● WHAT THE TASK ASKS: Copy each line below containing "Sierra".

● SUPPLIED MATERIAL:
_ _ _ _

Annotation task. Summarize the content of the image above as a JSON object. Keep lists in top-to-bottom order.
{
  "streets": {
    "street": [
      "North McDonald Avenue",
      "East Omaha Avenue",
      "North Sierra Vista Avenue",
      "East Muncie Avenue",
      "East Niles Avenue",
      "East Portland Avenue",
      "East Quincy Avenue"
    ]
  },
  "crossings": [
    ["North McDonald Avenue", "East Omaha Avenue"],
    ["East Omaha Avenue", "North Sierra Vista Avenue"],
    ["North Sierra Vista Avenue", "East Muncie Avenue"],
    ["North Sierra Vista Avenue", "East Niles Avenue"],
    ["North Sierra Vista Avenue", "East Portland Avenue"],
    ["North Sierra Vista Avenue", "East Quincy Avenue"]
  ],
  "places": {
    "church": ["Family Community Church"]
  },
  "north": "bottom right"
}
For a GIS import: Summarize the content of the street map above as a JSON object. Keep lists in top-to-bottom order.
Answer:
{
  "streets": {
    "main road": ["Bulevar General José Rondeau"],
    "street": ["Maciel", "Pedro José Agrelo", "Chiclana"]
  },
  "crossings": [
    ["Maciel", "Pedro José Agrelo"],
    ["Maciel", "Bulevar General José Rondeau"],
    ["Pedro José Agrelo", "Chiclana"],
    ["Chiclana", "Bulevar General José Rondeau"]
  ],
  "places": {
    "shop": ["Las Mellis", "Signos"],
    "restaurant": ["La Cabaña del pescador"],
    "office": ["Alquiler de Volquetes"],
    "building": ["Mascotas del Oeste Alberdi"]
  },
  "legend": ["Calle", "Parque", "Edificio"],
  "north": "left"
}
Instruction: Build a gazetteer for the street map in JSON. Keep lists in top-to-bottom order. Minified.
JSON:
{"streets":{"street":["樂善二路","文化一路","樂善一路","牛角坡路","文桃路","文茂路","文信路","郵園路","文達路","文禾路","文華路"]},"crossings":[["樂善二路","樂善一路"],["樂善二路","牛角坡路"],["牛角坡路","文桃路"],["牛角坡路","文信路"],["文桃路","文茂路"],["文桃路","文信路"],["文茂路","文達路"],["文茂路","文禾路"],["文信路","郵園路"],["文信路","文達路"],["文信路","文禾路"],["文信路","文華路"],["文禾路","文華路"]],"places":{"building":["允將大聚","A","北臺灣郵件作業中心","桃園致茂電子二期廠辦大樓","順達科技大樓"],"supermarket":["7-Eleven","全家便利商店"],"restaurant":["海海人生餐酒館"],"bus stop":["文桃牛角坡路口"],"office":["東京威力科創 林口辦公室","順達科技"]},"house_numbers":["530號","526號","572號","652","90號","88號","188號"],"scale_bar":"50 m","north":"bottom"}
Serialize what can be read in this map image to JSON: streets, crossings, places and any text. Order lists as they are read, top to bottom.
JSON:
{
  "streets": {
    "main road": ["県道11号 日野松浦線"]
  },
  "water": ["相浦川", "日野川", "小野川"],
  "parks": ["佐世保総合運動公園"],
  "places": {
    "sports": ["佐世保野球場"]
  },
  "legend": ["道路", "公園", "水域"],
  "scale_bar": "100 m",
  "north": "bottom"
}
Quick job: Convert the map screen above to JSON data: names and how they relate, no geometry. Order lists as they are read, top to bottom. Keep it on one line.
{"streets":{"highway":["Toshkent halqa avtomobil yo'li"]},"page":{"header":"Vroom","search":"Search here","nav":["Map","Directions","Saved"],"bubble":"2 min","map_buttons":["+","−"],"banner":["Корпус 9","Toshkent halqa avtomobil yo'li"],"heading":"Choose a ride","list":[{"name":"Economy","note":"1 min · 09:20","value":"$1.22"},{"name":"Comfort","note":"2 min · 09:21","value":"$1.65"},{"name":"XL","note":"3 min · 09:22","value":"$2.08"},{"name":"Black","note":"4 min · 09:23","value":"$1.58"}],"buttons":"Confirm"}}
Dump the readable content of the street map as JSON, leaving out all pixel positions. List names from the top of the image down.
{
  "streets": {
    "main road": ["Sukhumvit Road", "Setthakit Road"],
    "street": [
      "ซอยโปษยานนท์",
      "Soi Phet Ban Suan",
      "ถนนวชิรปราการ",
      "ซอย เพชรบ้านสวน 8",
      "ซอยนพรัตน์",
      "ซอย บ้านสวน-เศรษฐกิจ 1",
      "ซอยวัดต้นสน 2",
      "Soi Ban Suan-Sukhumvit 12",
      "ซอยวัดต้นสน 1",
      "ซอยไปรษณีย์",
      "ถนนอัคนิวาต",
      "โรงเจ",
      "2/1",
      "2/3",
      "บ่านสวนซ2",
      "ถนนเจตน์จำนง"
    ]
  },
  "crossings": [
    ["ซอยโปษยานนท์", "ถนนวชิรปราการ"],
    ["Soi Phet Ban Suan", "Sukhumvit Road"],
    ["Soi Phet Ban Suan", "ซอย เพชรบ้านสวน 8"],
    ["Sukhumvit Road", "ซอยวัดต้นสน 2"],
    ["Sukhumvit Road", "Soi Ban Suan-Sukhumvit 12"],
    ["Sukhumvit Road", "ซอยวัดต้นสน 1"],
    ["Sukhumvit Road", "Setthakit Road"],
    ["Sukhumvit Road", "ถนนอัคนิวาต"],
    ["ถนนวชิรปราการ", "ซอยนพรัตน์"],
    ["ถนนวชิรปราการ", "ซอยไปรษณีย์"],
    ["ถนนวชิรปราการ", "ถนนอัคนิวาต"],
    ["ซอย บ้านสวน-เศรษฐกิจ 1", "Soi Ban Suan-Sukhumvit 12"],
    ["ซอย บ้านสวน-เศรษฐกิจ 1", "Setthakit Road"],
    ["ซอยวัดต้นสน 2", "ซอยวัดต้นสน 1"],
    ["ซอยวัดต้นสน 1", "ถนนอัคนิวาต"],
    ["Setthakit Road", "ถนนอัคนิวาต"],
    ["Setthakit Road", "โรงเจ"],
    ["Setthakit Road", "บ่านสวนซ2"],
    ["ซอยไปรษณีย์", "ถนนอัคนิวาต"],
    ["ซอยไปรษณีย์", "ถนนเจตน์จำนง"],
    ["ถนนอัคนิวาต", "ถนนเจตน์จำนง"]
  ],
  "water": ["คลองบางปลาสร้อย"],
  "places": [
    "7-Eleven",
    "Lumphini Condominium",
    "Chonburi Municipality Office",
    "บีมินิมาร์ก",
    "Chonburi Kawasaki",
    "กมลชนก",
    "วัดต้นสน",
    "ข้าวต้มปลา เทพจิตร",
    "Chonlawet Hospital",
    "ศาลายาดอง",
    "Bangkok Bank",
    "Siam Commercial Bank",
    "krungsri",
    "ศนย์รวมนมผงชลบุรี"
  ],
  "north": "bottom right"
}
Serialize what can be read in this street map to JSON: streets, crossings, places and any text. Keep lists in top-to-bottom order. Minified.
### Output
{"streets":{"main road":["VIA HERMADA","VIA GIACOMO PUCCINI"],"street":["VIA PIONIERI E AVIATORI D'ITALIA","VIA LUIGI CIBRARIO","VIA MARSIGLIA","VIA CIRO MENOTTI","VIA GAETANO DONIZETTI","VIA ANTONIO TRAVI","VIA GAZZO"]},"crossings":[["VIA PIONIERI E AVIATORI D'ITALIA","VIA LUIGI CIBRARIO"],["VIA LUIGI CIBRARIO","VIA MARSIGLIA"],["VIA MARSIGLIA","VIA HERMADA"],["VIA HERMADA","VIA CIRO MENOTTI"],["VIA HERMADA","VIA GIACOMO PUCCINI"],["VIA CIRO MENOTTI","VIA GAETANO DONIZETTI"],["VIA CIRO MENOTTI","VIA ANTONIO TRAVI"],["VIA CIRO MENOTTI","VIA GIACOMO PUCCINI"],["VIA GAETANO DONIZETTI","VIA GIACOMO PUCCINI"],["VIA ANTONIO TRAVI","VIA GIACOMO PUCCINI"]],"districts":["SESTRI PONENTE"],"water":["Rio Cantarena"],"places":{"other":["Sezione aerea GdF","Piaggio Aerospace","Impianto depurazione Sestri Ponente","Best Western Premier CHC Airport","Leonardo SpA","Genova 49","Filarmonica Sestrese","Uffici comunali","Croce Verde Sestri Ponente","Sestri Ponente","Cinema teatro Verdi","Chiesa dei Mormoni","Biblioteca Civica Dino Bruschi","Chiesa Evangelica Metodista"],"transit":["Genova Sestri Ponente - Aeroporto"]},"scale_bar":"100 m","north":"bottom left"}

_ _ _ _

● REPLY:
      "North Sierra Vista Avenue",
    ["East Omaha Avenue", "North Sierra Vista Avenue"],
    ["North Sierra Vista Avenue", "East Muncie Avenue"],
    ["North Sierra Vista Avenue", "East Niles Avenue"],
    ["North Sierra Vista Avenue", "East Portland Avenue"],
    ["North Sierra Vista Avenue", "East Quincy Avenue"]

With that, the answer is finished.